• Entries provided:
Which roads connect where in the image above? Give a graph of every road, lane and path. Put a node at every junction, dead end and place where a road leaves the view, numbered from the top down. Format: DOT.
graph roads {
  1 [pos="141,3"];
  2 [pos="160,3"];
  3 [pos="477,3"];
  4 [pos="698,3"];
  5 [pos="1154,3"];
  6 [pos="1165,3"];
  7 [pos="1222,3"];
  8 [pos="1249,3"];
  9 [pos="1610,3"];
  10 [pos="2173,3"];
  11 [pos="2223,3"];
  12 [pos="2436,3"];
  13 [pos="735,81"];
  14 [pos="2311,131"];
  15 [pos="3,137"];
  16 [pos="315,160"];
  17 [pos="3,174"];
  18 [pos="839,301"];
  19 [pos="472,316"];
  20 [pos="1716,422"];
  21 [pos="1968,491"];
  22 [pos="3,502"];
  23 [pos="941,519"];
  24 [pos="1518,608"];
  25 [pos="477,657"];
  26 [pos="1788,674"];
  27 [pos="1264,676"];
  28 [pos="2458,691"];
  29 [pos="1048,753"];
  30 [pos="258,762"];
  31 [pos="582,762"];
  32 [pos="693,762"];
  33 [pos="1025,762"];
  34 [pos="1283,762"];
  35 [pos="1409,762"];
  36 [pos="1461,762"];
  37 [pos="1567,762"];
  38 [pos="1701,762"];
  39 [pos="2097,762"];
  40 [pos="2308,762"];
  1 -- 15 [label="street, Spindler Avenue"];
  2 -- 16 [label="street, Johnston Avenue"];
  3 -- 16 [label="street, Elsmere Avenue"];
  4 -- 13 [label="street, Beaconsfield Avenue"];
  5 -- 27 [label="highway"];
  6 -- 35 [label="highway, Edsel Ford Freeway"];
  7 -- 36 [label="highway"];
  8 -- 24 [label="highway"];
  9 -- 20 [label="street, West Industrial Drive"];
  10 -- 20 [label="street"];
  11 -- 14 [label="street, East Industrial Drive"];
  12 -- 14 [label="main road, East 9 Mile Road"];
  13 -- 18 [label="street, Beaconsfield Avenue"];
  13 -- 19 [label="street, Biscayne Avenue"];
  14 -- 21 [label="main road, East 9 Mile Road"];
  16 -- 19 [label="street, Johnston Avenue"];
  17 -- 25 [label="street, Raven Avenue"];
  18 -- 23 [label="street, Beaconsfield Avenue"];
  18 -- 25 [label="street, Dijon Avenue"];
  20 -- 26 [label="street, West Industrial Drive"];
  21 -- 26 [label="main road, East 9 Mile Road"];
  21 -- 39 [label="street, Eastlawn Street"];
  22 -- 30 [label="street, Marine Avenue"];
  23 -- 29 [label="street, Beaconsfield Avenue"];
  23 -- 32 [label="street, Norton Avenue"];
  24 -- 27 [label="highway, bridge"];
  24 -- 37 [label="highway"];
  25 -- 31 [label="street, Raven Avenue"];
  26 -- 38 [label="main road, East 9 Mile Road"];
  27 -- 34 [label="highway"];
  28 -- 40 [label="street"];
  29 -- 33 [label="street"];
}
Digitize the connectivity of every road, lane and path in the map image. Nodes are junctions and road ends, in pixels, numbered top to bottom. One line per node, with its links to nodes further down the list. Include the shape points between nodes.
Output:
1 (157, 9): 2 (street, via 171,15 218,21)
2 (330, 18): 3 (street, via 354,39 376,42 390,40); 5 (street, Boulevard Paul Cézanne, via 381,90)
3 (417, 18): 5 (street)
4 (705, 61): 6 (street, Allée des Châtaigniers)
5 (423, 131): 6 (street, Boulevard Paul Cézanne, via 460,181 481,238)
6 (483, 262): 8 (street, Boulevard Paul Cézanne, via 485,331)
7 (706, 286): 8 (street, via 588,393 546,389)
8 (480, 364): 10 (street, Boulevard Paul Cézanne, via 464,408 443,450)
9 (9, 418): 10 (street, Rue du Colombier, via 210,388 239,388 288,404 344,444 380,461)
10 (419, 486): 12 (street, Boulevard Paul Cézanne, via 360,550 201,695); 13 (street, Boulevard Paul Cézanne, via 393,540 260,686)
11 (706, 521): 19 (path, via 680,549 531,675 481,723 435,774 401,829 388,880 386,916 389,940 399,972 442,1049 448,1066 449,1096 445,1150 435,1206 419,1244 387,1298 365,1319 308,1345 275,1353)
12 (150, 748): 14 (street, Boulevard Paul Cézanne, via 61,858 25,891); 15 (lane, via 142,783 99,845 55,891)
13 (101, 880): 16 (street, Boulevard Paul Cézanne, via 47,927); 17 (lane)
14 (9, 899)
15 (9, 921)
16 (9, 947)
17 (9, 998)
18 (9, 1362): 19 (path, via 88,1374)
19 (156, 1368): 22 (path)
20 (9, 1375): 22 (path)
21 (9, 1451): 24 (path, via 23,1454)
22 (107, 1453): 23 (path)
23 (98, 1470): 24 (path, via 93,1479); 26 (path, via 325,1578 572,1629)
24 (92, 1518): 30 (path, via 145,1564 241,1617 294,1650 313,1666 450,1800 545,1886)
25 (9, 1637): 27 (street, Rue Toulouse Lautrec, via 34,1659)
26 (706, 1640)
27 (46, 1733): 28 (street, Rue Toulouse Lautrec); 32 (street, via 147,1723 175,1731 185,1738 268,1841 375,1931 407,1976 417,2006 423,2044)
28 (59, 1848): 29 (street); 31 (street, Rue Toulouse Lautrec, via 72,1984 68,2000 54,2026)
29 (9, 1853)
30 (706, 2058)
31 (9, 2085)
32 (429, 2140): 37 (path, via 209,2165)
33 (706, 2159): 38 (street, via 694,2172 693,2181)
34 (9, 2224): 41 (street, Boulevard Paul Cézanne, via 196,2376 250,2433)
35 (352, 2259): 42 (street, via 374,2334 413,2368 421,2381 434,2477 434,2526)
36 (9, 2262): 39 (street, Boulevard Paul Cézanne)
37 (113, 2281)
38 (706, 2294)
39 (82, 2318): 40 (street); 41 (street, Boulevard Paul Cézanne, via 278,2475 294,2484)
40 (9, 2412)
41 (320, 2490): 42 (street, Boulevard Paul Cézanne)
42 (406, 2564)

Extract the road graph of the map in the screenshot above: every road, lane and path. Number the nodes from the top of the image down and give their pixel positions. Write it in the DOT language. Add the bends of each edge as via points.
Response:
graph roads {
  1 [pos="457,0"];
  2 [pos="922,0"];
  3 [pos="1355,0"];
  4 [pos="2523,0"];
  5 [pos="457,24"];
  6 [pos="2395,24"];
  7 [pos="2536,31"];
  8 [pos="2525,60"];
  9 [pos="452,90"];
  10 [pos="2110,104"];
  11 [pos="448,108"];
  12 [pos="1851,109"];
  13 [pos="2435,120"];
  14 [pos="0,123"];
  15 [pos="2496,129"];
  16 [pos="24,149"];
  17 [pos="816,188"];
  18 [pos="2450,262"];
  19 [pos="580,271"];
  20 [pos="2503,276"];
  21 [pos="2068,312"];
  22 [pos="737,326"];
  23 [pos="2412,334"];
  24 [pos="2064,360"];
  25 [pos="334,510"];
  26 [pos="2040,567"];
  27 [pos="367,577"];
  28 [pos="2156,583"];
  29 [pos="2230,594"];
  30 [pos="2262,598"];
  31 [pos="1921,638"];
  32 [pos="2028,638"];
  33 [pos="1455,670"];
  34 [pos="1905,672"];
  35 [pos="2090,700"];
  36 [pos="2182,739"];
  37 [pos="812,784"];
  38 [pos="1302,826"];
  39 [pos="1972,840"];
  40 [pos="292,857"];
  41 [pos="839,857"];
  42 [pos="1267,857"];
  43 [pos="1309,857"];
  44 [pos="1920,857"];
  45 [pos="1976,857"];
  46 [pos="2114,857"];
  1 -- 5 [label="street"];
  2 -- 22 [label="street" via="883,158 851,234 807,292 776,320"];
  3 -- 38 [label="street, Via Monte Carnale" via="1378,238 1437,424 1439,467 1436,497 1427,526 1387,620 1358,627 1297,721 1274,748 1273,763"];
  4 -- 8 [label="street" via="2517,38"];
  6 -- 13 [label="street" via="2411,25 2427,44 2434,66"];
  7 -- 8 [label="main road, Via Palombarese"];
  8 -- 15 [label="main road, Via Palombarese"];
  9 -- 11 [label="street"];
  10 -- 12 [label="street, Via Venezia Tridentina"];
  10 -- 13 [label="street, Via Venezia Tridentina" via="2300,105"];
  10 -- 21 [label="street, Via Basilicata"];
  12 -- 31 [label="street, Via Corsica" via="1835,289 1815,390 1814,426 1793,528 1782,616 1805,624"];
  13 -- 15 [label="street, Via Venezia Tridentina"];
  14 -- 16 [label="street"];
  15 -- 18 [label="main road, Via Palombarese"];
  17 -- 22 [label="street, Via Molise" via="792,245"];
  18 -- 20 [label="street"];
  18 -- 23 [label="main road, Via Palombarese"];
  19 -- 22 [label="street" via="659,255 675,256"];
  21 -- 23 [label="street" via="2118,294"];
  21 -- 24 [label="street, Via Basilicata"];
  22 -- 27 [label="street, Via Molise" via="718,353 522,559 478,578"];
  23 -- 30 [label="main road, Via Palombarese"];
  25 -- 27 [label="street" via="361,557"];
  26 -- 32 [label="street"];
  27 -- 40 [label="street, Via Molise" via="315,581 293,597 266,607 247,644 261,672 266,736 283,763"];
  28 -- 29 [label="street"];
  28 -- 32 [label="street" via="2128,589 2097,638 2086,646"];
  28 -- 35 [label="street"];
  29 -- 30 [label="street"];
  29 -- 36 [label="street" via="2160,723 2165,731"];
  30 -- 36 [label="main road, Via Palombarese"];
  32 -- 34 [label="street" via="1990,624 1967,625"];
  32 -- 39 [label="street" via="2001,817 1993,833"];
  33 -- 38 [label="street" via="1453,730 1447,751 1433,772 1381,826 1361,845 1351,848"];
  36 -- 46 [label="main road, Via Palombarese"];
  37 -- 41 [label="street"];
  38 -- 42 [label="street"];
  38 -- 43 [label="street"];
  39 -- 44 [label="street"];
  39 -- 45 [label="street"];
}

• Task directions: All lines holding the word "Lautrec" must be copied from the data.

• Output:
25 (9, 1637): 27 (street, Rue Toulouse Lautrec, via 34,1659)
27 (46, 1733): 28 (street, Rue Toulouse Lautrec); 32 (street, via 147,1723 175,1731 185,1738 268,1841 375,1931 407,1976 417,2006 423,2044)
28 (59, 1848): 29 (street); 31 (street, Rue Toulouse Lautrec, via 72,1984 68,2000 54,2026)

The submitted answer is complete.